Before they found the house by the water tower, and before the long hungry summer before that, the two dogs lived in a yard some thirty miles away, along a crooked road known for vehicle fatalities. The old dog arrived first. Three children lived in the house, and when they woke to him howling under the clothesline, they begged their mother to let him stay. A few months later, one of the girls came home with a puppy in her arms. She presented the pup to the old dog—who sniffed the cold little bundle with a snarl in his throat—and carried her inside, where the pup remained through the rest of the winter. In the spring, the pup was left outside with the old dog. The two dogs hunted for food with the pack that roamed the rangeland, although they were barely welcome among these wilder dogs, and always hungry. They survived on scraps and leftovers and sinew and bones.

When the woman or one of her children came out, the dogs wagged their tails but did not get up from the holes they carved for themselves against the fence. The wild dogs, on the other hand, preferred the prairie. They fought the coyotes in the hills. The houses and the people who lived in them offered no shelter or comfort—only, occasionally, bits of food. The wild dogs never doubted their right to the land. They smelled blood in the dirt and dug at it. They slept in the dirt. The dogs had been here, in this place, as long as the people had. They had come with the first people, a long time ago.
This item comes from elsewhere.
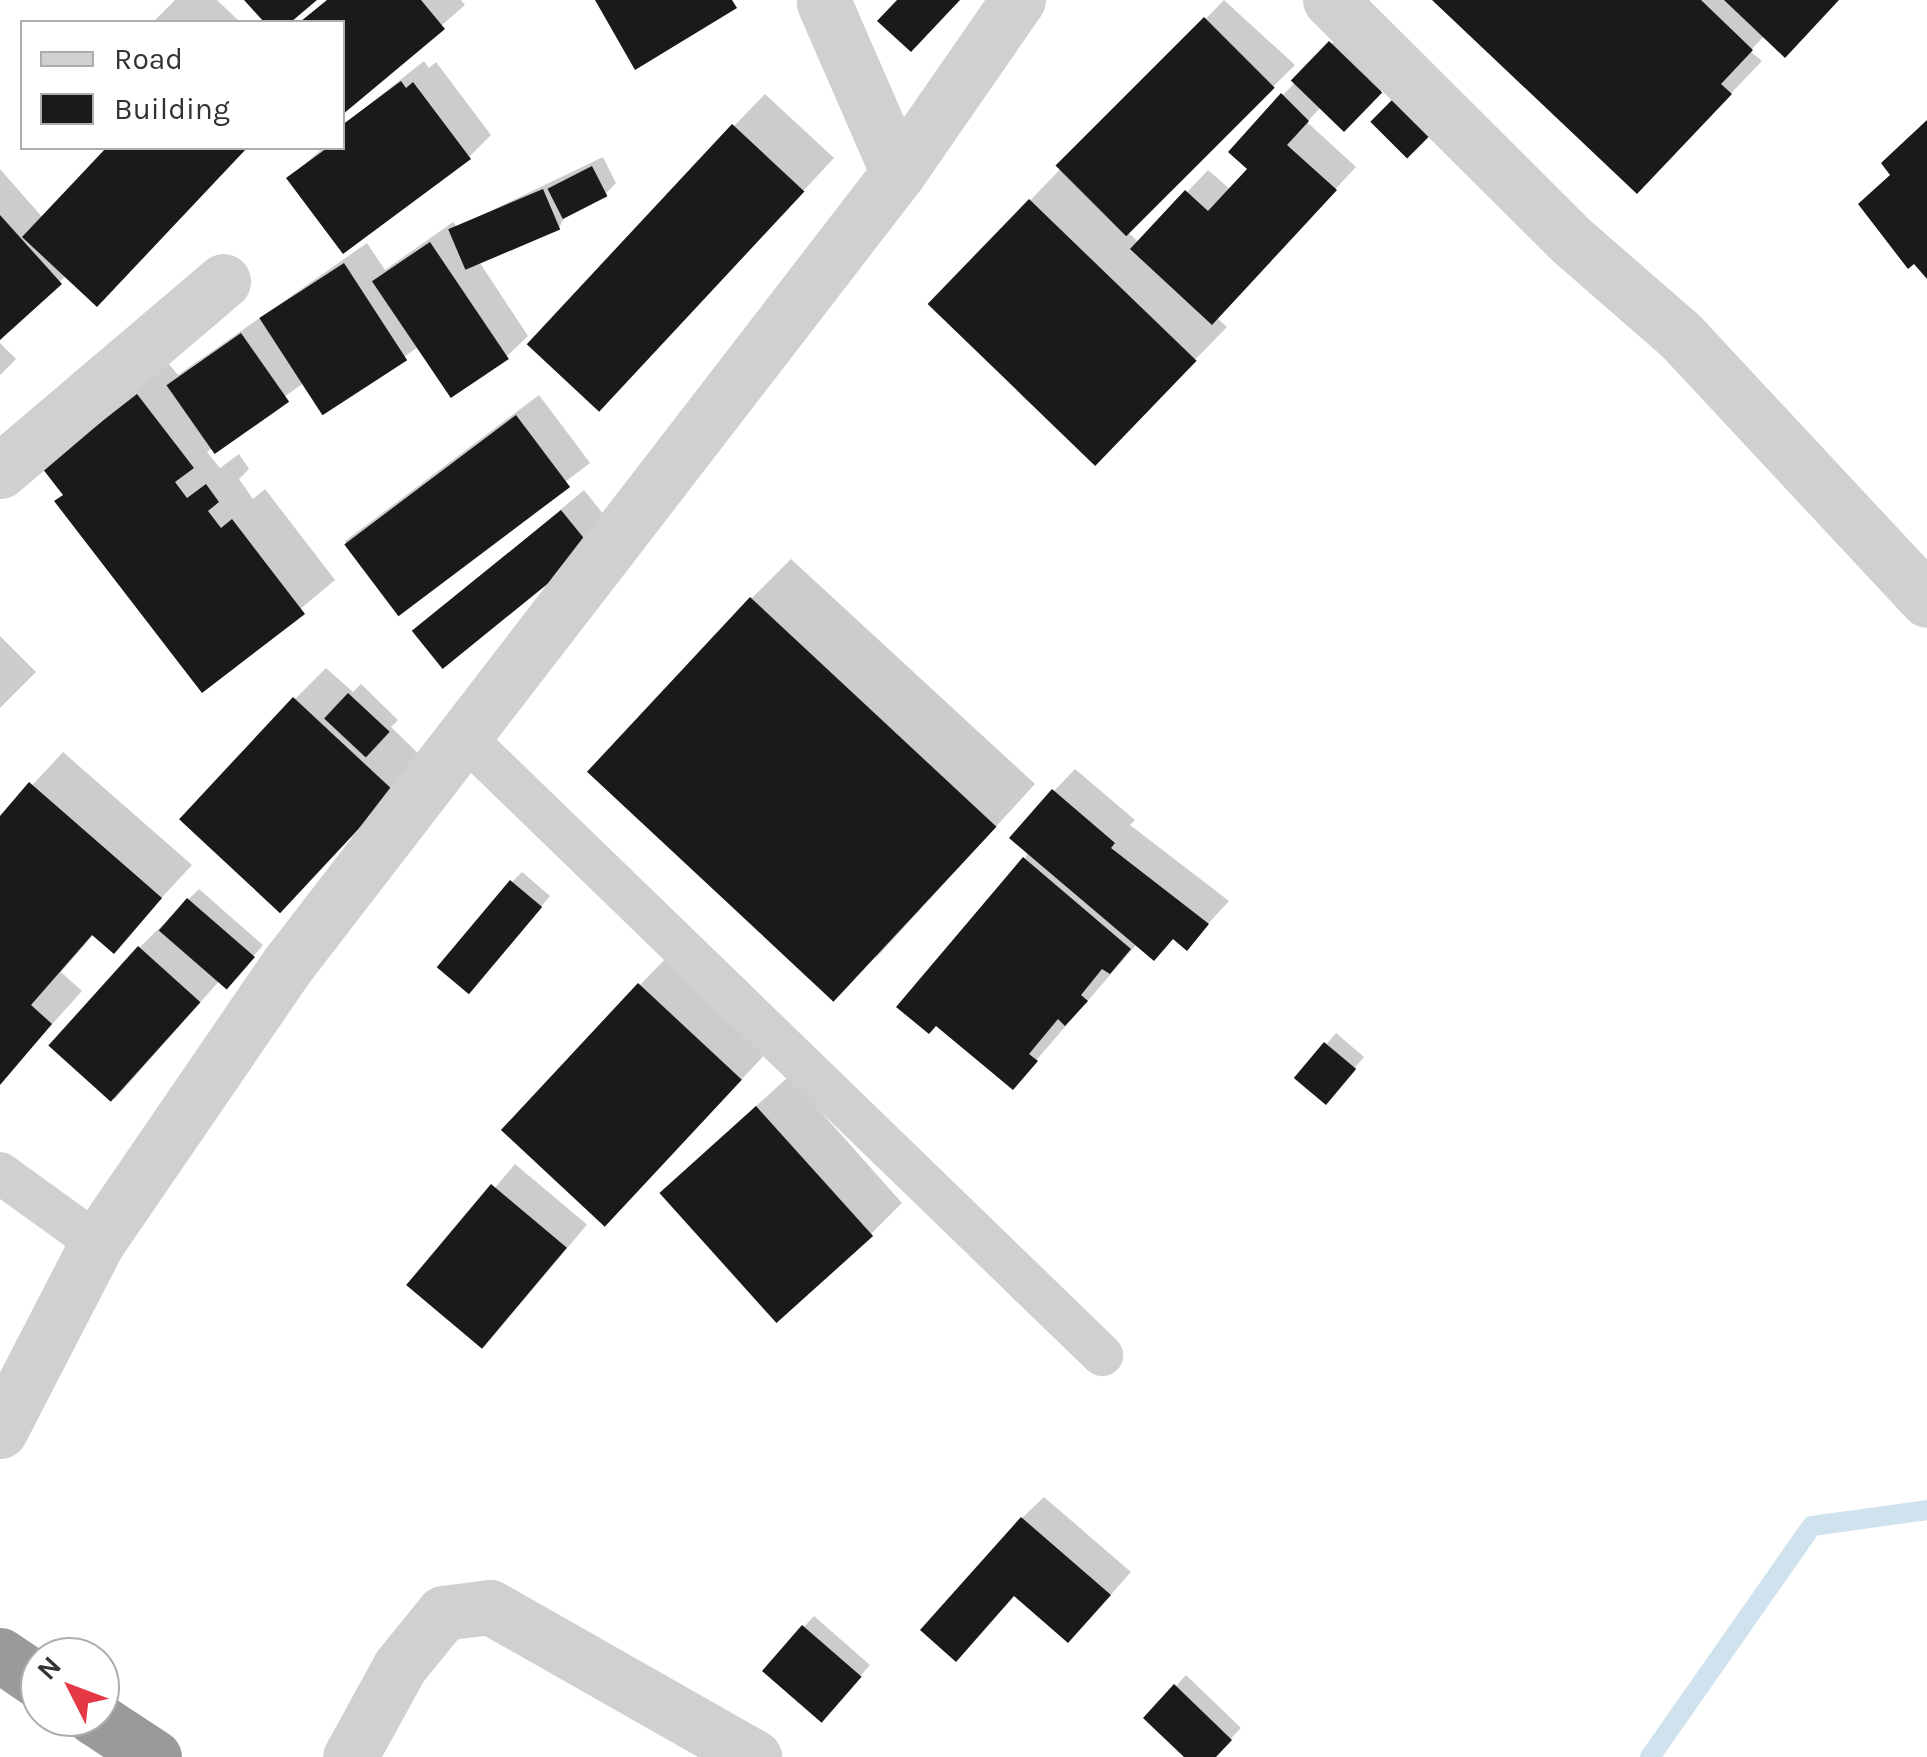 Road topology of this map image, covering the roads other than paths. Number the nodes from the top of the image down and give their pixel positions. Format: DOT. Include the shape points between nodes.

The house emptied of children. The woman who lived there rarely came out, and the dogs forgot about her. The first warm day of spring, many years later, they left the yard for good. Without meaning to, they had become wild.

*

The dogs spent the summer wandering the cedar hills for game. The rabbits were too quick for them. Once, they spooked up an elk calf, but its mother came charging down the draw, bellowing, and scattered them. A few days after that, they made themselves sick picking at a dead cow that had been deposited at the base of the hills by a rancher—poisoned from larkspur or death camas. They recovered along the river, in the shelter of thick brush, and headed east along the highway, where they lived off roadkill and became expert at dodging cars. It grew hotter, and they slept during the day and spent nights along the road, sniffing out dead animals and waste thrown from car windows.

They reached a town. They found the house by the water tower.

The woman there was tall, and called to them.

*

The dogs could remember the minute stirrings of other dirt beneath their feet, the taste of dead things, the lights of cars shooting past, the heaviness in their guts and the lightness of their bodies. But when they dozed under the porch, when they skittered up the steps to greet the tall woman, when they romped in the yard on cold days, they became, more and more, the dogs who lived there.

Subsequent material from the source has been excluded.